* Work request: Please show all lines of the records that include "Keep".

*** Supplied material Section Begins ***

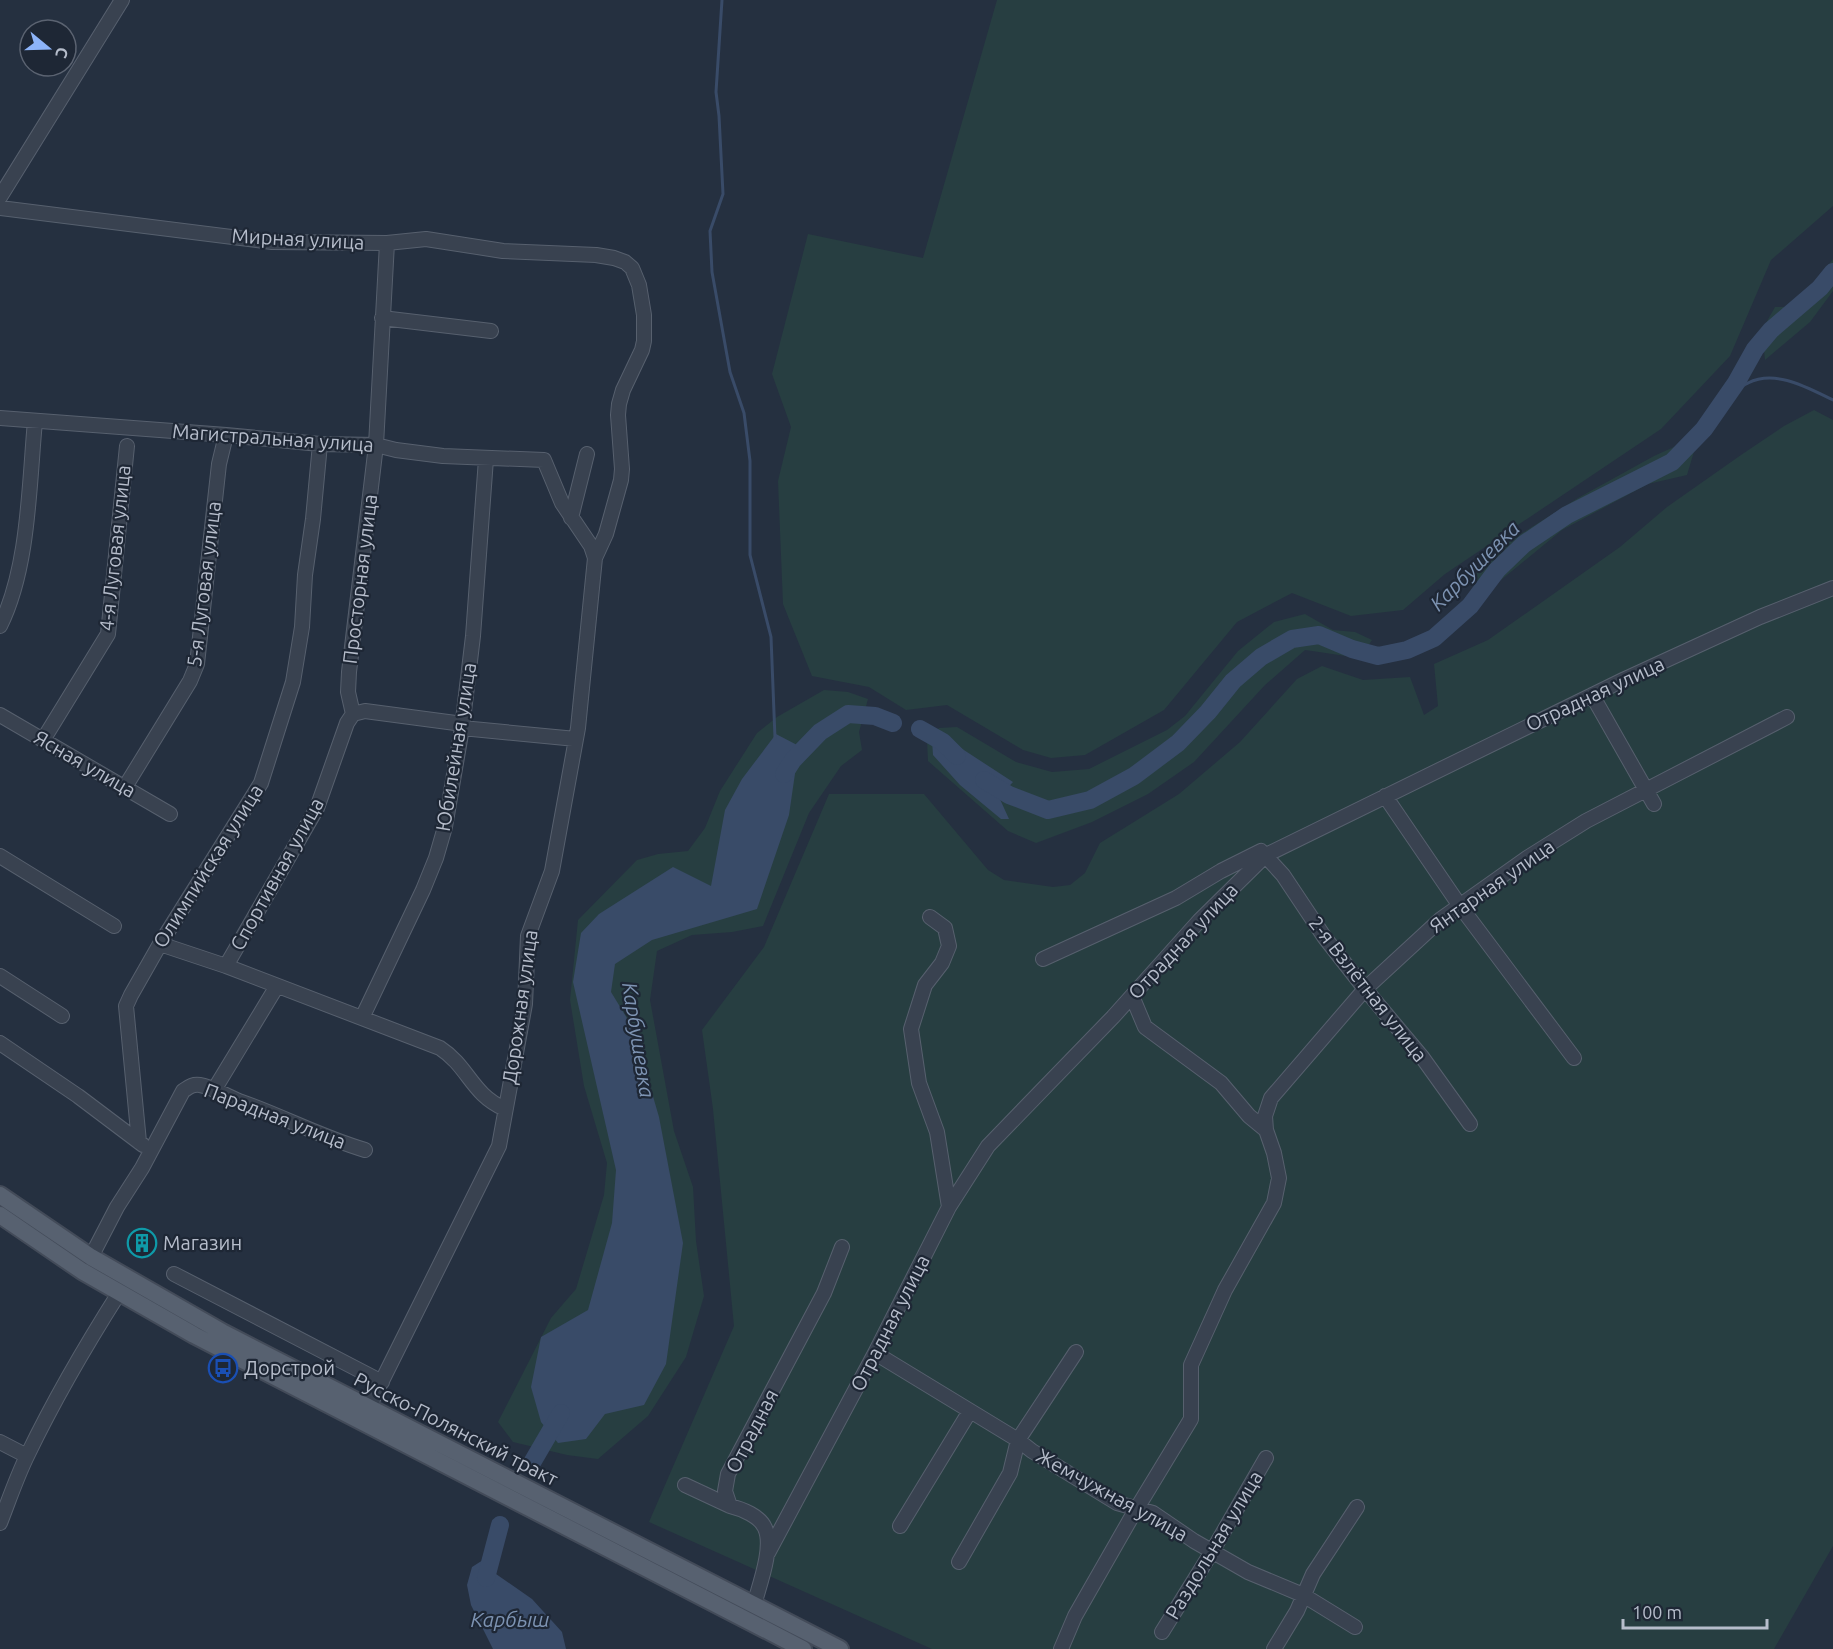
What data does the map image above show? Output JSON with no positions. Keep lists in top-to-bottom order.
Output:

*** Supplied material Section Ends ***
*** Supplied material Section Begins ***

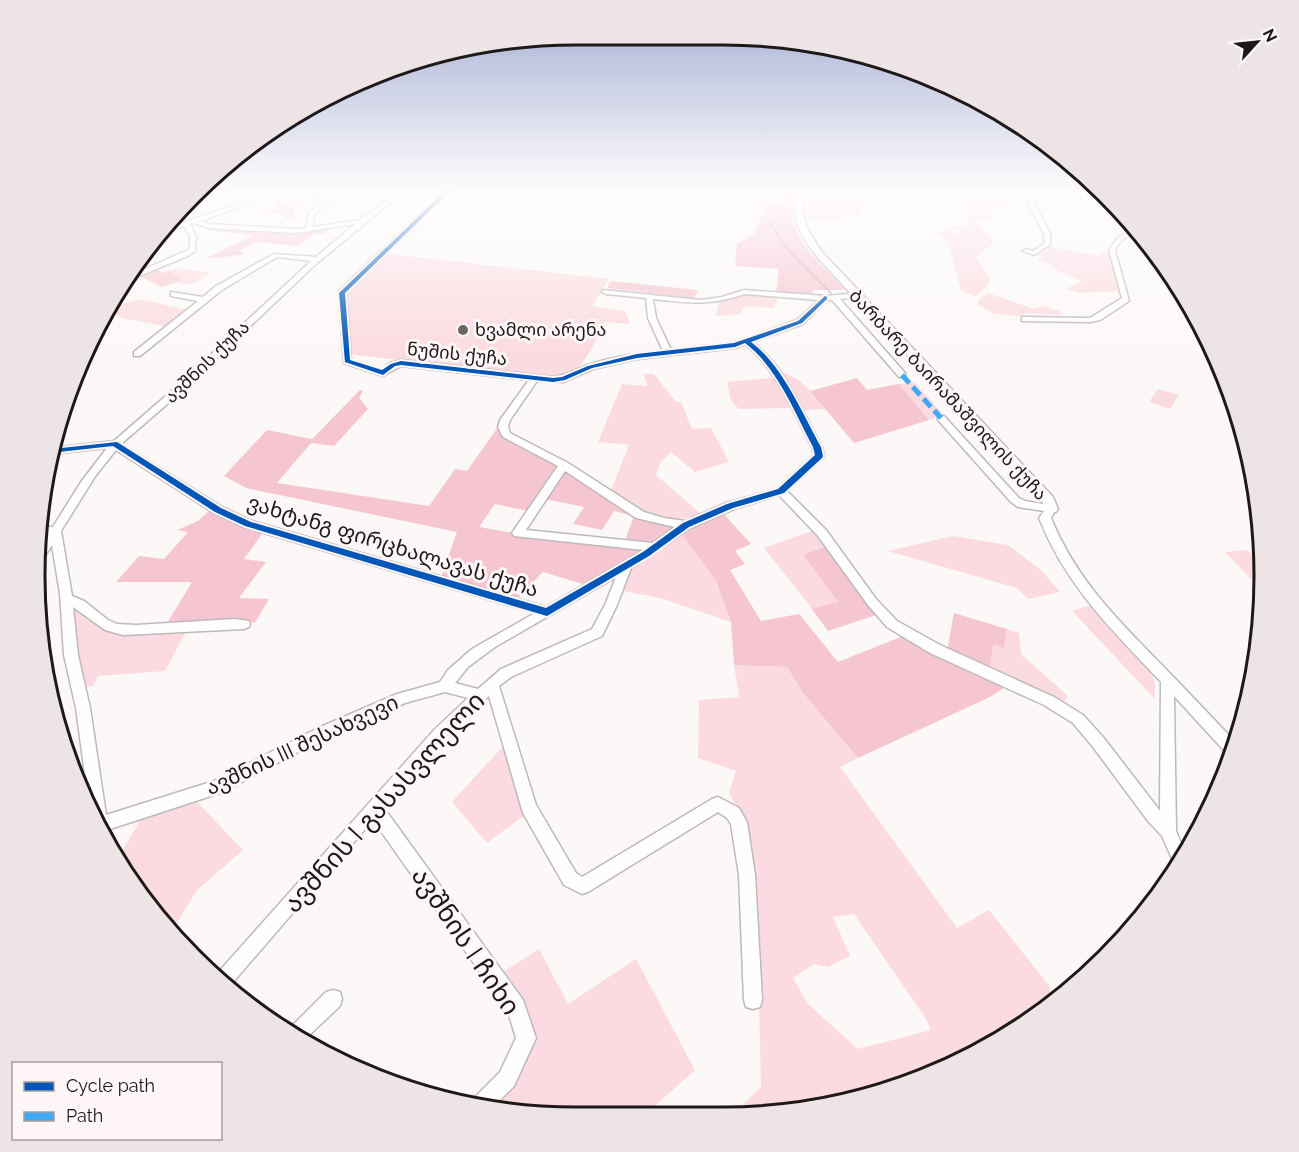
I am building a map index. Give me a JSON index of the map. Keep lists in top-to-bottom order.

*** Supplied material Section Ends ***

* Output below:
What data does the map image above show? Output JSON with no positions. Keep lists in top-to-bottom order.
I am building a map index. Give me a JSON index of the map. Keep lists in top-to-bottom order.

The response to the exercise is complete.